2. Grows by removing connections
This is one of the mechanisms of neuroplasticity: when a connection is ineffective or unused, it is removed. For the brain to develop normally, removing connections is as important as creating them.
The brain knows two stages during which its connections multiply massively: one during childhood and the second, during adolescence. These stages are followed by “big housekeeping,” where the connections that are no longer used are eliminated, which protects the brain from the assault of an excess of signals. In short, for the brain to develop normally, removing connections is as important as creating them.
3. Mixed senses: the fault of the neurons?
Have you always and unintentionally associated a letter with a specific color or smell? You could be part of the 1% of the population “affected” of synesthesia, the neurological (but not pathological) condition that makes a person perceive a – more rarely two – additional sensation in an area of the body other than the one receiving the stimulus.
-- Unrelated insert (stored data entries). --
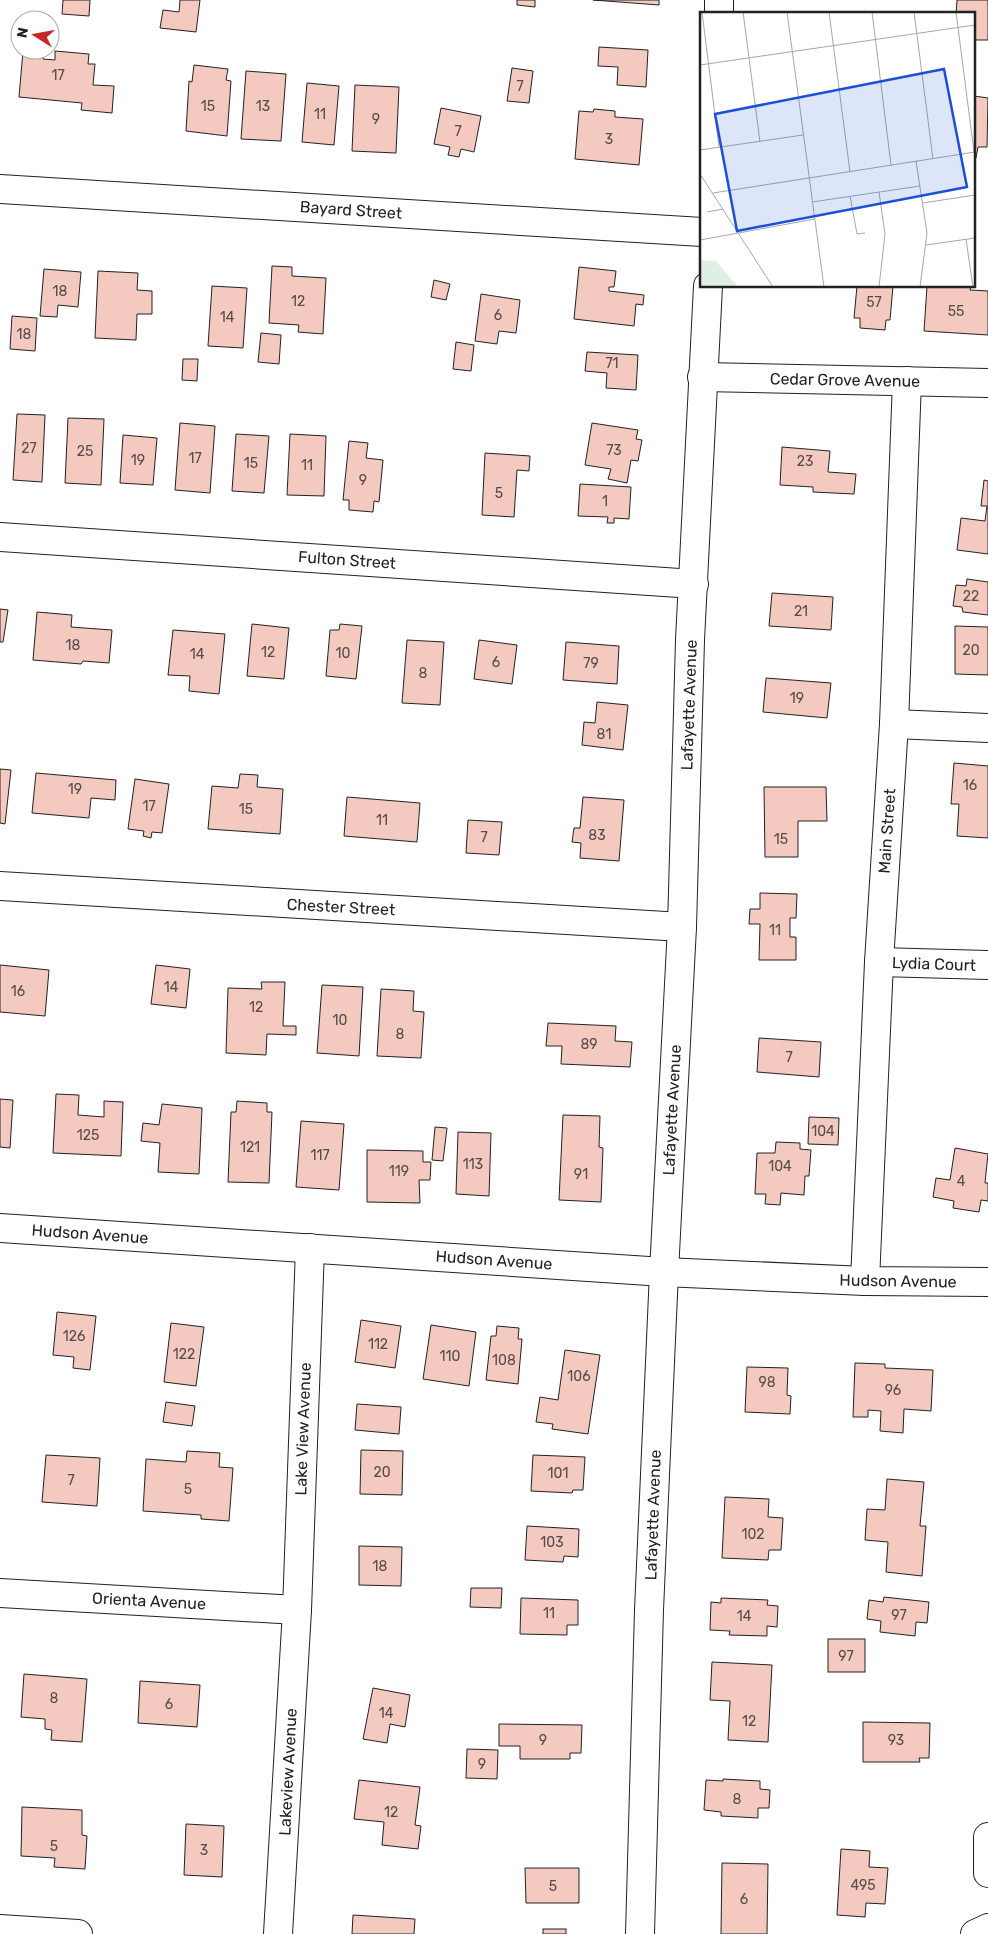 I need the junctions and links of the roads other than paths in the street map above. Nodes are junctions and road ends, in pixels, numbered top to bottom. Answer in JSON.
{"nodes":[{"id":1,"x":0,"y":189,"type":"edge"},
{"id":2,"x":700,"y":232,"type":"edge"},
{"id":3,"x":708,"y":288,"type":"edge"},
{"id":4,"x":702,"y":377,"type":"junction"},
{"id":5,"x":907,"y":381,"type":"junction"},
{"id":6,"x":988,"y":383,"type":"edge"},
{"id":7,"x":0,"y":537,"type":"edge"},
{"id":8,"x":694,"y":584,"type":"junction"},
{"id":9,"x":894,"y":724,"type":"junction"},
{"id":10,"x":988,"y":728,"type":"edge"},
{"id":11,"x":0,"y":886,"type":"edge"},
{"id":12,"x":682,"y":927,"type":"junction"},
{"id":13,"x":879,"y":962,"type":"junction"},
{"id":14,"x":988,"y":965,"type":"edge"},
{"id":15,"x":0,"y":1228,"type":"edge"},
{"id":16,"x":310,"y":1248,"type":"junction"},
{"id":17,"x":664,"y":1272,"type":"junction"},
{"id":18,"x":866,"y":1281,"type":"junction"},
{"id":19,"x":988,"y":1282,"type":"edge"},
{"id":20,"x":0,"y":1593,"type":"edge"},
{"id":21,"x":297,"y":1610,"type":"junction"},
{"id":22,"x":988,"y":1837,"type":"edge"},
{"id":23,"x":988,"y":1873,"type":"edge"},
{"id":24,"x":988,"y":1928,"type":"edge"},
{"id":25,"x":0,"y":1929,"type":"edge"},
{"id":26,"x":78,"y":1934,"type":"edge"},
{"id":27,"x":278,"y":1934,"type":"edge"},
{"id":28,"x":640,"y":1934,"type":"edge"},
{"id":29,"x":975,"y":1934,"type":"edge"}],
"edges":[{"from":1,"to":2,"type":"street","name":"Bayard Street"},
{"from":3,"to":4,"type":"street","name":"Lafayette Avenue"},
{"from":4,"to":5,"type":"street","name":"Cedar Grove Avenue"},
{"from":4,"to":8,"type":"street","name":"Lafayette Avenue"},
{"from":5,"to":6,"type":"street","name":"Cedar Grove Avenue"},
{"from":5,"to":9,"type":"street","name":"Main Street"},
{"from":7,"to":8,"type":"street","name":"Fulton Street"},
{"from":8,"to":12,"type":"street","name":"Lafayette Avenue"},
{"from":9,"to":10,"type":"street"},
{"from":9,"to":13,"type":"street","name":"Main Street"},
{"from":11,"to":12,"type":"street","name":"Chester Street"},
{"from":12,"to":17,"type":"street","name":"Lafayette Avenue"},
{"from":13,"to":14,"type":"street","name":"Lydia Court"},
{"from":13,"to":18,"type":"street","name":"Main Street"},
{"from":15,"to":16,"type":"street","name":"Hudson Avenue"},
{"from":16,"to":17,"type":"street","name":"Hudson Avenue"},
{"from":16,"to":21,"type":"street","name":"Lake View Avenue"},
{"from":17,"to":18,"type":"street","name":"Hudson Avenue"},
{"from":17,"to":28,"type":"street","name":"Lafayette Avenue"},
{"from":18,"to":19,"type":"street","name":"Hudson Avenue"},
{"from":20,"to":21,"type":"street","name":"Orienta Avenue"},
{"from":21,"to":27,"type":"street","name":"Lakeview Avenue"},
{"from":22,"to":23,"type":"street"},
{"from":24,"to":29,"type":"street"},
{"from":25,"to":26,"type":"street"}]}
Since we normally have 5 senses and a minimum of 10 combinations of senses are possible, this equates to 20 potential base combinations. Since it is now known that children are “synaesthetized” until about two years old, and in their development, the brain eliminates superfluous connections, researchers suggest that synesthesia could come from connections that should have been destroyed early in life and have persisted. The “synesthetes” could have a better memory but could be a little less skillful at the motor level.
4. Adolescence: major remodeling
In adolescence, the brain lives a major and fast remodeling in both its structure and its operation. Its nerve transmissions are multiplied, its connections are reinforced, and it becomes globally more complex and efficient.
However, the adolescent’s brain is only 80% developed, and it is only when it’s around 25 or even 30 years old that it reaches maturity. The remaining 20% concerns the prefrontal cortex, this area associated with the control of our behaviors, from which reasoning, judgment, planning, and deduction emanate. Very malleable, this adolescent evolving brain reacts with intensity, is quicker to take risks, but it also has a great capacity for learning!
5. No new neurons in adulthood?
This was the conclusion of a recent study from the University of California, San Francisco (UCSF). The opposite has been the case since the 1960s, particularly because of the birth of new neurons (neurogenesis) in adult animals, including rats. At the turn of the 2000s research reported the presence of neurogenesis in humans, and in 2013 another study estimated that in adults 700 new neurons emerged each day.
With the latest development in research, however, it will be necessary to revisit these assumptions once again.